Sacked employees of KESC gather outside the office during a protest in Karachi.—AFP photo

KARACHI: After intense deliberations and the government’s intercession, the Karachi Electric Supply Company on Sunday night withdrew the order through which it had sacked 4,500 employees. The retrenchment had set off furious protests in Karachi, disabling the utility’s network in several areas of the city.

The decision was announced at the Governor’s House by the Federal Minister for Water and Power, Raja Pervez Ashraf, and the MQM’s deputy convener Dr Farooq Sattar while talking to media after several hours of consultations between a three-member committee.

The committee comprised Raza Rabbani, Khurshid Shah and Raja Pervez Ashraf.
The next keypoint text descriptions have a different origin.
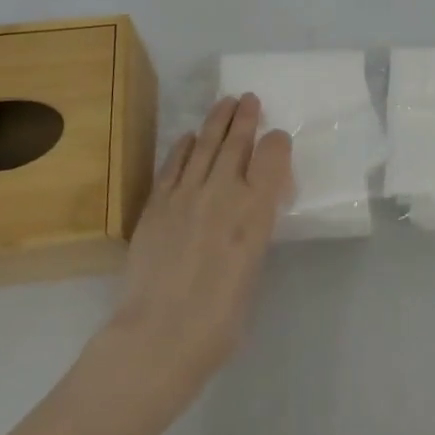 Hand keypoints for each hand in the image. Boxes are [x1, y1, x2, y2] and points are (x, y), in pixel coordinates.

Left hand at [102, 94, 292, 411]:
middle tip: (249, 99)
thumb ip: (253, 233)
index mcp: (256, 211)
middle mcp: (224, 192)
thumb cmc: (219, 321)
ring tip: (225, 102)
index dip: (277, 143)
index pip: (272, 157)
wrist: (158, 336)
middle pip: (237, 141)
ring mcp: (186, 194)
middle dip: (245, 117)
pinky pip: (173, 164)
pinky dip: (183, 146)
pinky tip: (189, 136)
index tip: (277, 138)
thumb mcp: (253, 272)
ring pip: (205, 144)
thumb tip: (248, 217)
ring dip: (217, 120)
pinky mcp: (157, 203)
Displaying the order signed by the KESC’s chief executive, Tabish Gohar, reversing the sacking of employees, Raja Pervez Ashraf expressed a hope that the workers would now call of their sit-in.

He said that the government holds 26 per cent shares in the company and not only believed in protecting rights of workers but also of the investors.

He lauded the efforts made by the Sindh Governor and Chief Minister besides coalition partners and especially the nine member committee constituted by the provincial government headed by the Sindh minister for Power Shazia Marri, which in fact had done the ground work and provided the basis for the outcome.

Dr Farooq Sattar welcomed the outcome and said the decision has been taken to protect the interest of affected KESC employees and about 20 million people of Karachi who have suffered a lot because of the problem.

Raja Pervez Ashraf and Dr Farooq Sattar parried questions about the fate of FIRs lodged by the KESC management against striking employees.

Earlier in the day, the KESC management informed the government-appointed committee that it was not possible for it to reverse the retrenchment.

LEGAL ADVICE The KESC contended that legal experts had advised against the reversal. However, the management maintained that it could extend the date of expiry of VSS offer for another 45 days with effect from Jan 15.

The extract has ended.